The hottest part of the year can create many challenges for growers, especially those with larger birds. Air speed is the first defense we have against heat stress, but after the outside air gets above the skin temperature of the birds (usually 95°F/35°C), it actually speeds up the discomfort of the bird, rather than alleviating it. In those times, it’s necessary to use another form of heat removal, the most common being evaporative cooling. This is usually accomplished by either cool cell pad system or by misting or fogging system (cool cells are most common, so that’s what we’ll focus on). As water changes phases from liquid to gas (evaporates), it removes substantial amounts of heat from the environment. The key to an effective evaporative cooling program is understanding the relationship between relative humidity (Rh), temperature, and animal physiology. After that, understanding how to get the most out of your evaporative cooling system doesn’t hurt, either.

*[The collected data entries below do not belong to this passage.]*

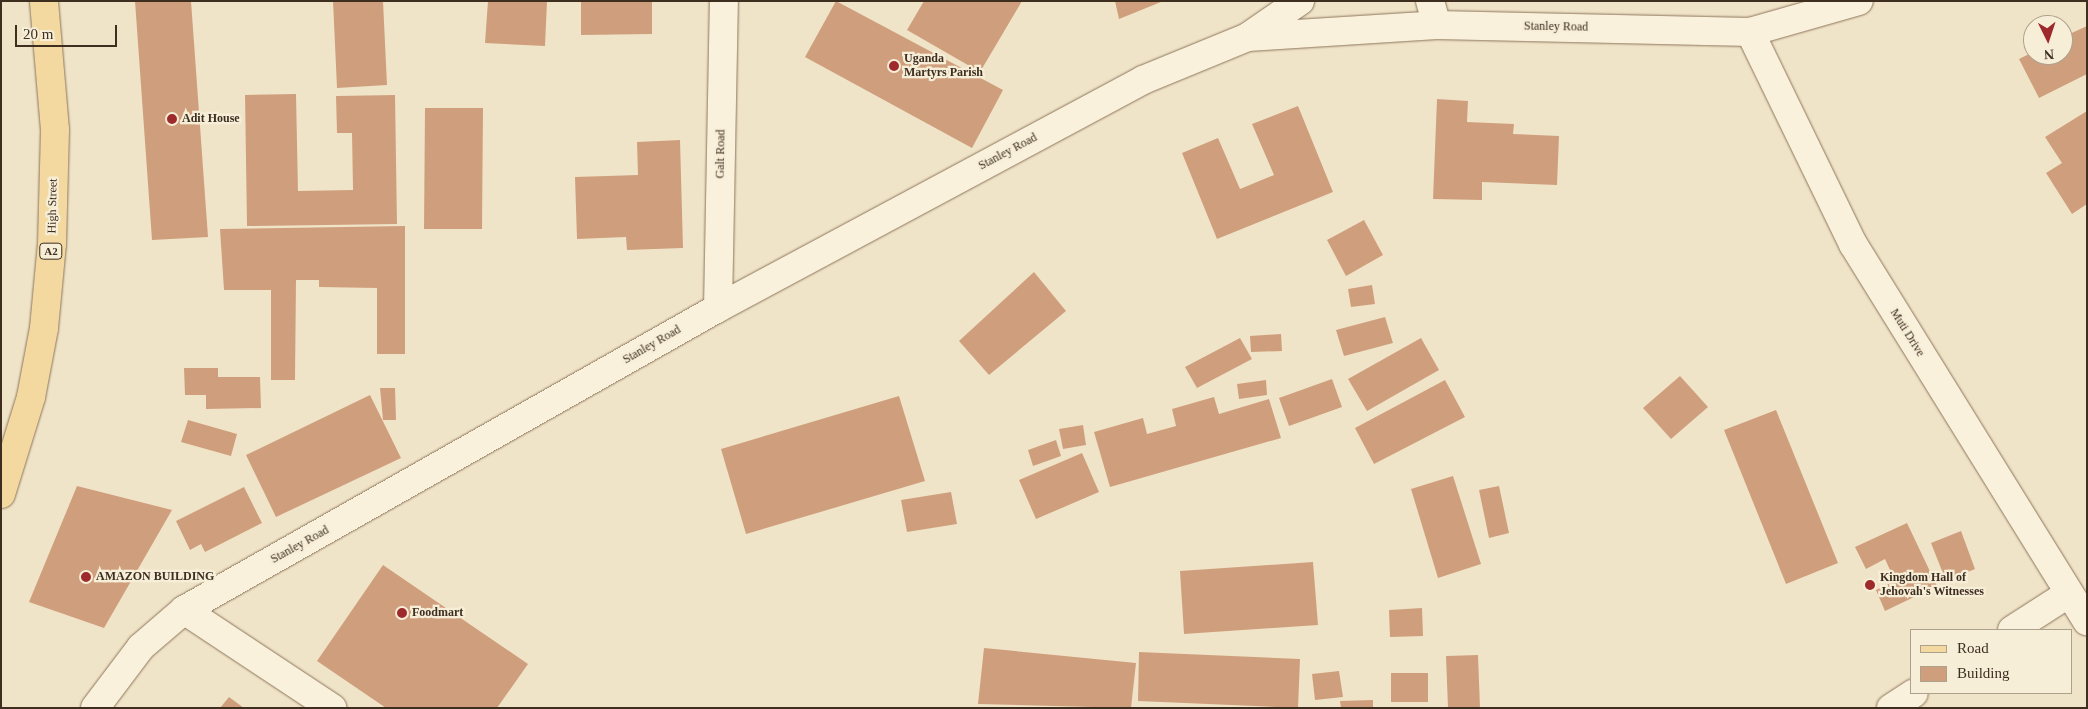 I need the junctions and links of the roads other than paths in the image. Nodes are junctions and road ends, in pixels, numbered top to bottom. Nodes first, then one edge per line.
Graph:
1 (44, 1) edge
2 (724, 1) edge
3 (1300, 1) edge
4 (1860, 1) edge
5 (1434, 13) edge
6 (1750, 32) junction
7 (1248, 37) junction
8 (718, 308) junction
9 (1, 494) edge
10 (2068, 594) junction
11 (184, 610) junction
12 (2087, 621) edge
13 (2014, 629) edge
14 (1912, 694) edge
15 (95, 708) edge
16 (332, 708) edge
17 (1891, 708) edge

1 - 9 main road, High Street / A2
2 - 8 street, Galt Road
3 - 7 street, Stanley Road
4 - 6 street, Stanley Road
5 - 6 street, Stanley Road
5 - 7 street, Stanley Road
6 - 10 street, Muti Drive
7 - 8 street, Stanley Road
8 - 11 street, Stanley Road
10 - 12 street, Muti Drive
10 - 13 street
11 - 15 street, Stanley Road
11 - 16 street
14 - 17 street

So, first things first. For every 1 gallon (3.79 liters) of water that is evaporated into the barn, 8700Btus of sensible heat are taken out of the air and converted to latent heat, or humidity. Roughly speaking, that means that for every 2.5% increase in relative humidity from evaporative cooling, we can remove 1°F (0.5°C) from the air temperature.
Birds need to be able to cool themselves through panting, which is severely limited if the Rh is above 85%. Because of this, we can’t just keep adding water to drop the temperature of the barn. If the Rh reaches 100%, despite the air being cooler, heat stressed birds won’t be able to cool themselves, and this results in bird losses.
While it is true that where many barns are, it is hot and humid – it is rarely so at the same time. Usually, it is cooler and humid in the morning and evening, and hotter but drier in the midafternoon. And the crossing point is at 80°F. So, we have the 80-80 Rule – in most cases, if the air outside is 80°F (27°C) then the humidity is roughly 80%. This is because the ability of air to hold moisture (Rh) increases as the air warms up. So, in most cases (outside of summertime thunderstorms), when temperatures are above 80°F (27°C), you can safely run cool cells and still effectively evaporate moisture in the barn.
Some points to keep in mind:
Cool cells should not be operated 24-hours a day. In general, 10am – 10pm (or whenever the temperature is above 82°F (28°C)) is sufficient. Why?
- The pads should dry out at least once a day to prevent excessive algae growth.
- It is also helpful to overhang the cool pads to block sunlight – again to keep algae growth down
- Life of the pads and pump are decreased by over use.
- Litter cannot dry adequately in the barn with the excess moisture from pads running over night.
Fans should remain running until the house temperature has dropped low enough that heat stress is no longer a threat.
- This may not be until late at night or early morning. As the birds cool their appetites will increase, causing them to generate more heat before settling down. This is great for bird performance, but requires that fans stay on through the night.
The coolest, and dampest, air in the house is found right in front of the cool cells. As the air moves down the house, the temperature increases a few degrees, but the humidity drops by up to 20%, which will allow other moisture to evaporate into the air.